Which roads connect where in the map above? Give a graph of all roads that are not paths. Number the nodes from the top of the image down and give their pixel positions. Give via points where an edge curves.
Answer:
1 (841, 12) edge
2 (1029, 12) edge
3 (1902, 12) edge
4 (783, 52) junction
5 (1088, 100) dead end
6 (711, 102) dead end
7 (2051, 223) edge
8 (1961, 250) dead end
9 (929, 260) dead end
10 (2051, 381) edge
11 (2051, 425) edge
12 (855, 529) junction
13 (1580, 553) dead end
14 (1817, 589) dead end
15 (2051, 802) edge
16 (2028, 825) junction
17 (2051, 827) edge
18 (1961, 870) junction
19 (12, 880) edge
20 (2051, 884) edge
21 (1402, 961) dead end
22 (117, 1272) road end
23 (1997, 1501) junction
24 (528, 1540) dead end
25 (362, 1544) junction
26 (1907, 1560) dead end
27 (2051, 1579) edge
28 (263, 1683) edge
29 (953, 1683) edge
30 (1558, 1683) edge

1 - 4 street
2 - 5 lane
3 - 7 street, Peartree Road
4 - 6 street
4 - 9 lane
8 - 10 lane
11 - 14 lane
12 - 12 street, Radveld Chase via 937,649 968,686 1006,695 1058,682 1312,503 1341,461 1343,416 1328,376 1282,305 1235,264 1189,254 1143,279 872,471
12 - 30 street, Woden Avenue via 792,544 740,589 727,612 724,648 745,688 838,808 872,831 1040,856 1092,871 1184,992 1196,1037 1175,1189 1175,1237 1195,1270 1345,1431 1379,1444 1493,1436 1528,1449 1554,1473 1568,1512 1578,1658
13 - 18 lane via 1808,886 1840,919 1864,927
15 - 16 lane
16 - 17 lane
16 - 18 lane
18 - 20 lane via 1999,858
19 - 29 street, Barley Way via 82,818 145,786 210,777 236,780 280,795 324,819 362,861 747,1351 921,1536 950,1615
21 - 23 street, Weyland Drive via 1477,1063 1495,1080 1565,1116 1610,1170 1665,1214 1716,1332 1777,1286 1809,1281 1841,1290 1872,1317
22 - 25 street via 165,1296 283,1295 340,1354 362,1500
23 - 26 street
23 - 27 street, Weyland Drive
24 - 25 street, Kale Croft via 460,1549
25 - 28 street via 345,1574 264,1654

(Task prompt): If the word "lane" appears in a line above, copy that line.

(Answer area):
2 - 5 lane
4 - 9 lane
8 - 10 lane
11 - 14 lane
13 - 18 lane via 1808,886 1840,919 1864,927
15 - 16 lane
16 - 17 lane
16 - 18 lane
18 - 20 lane via 1999,858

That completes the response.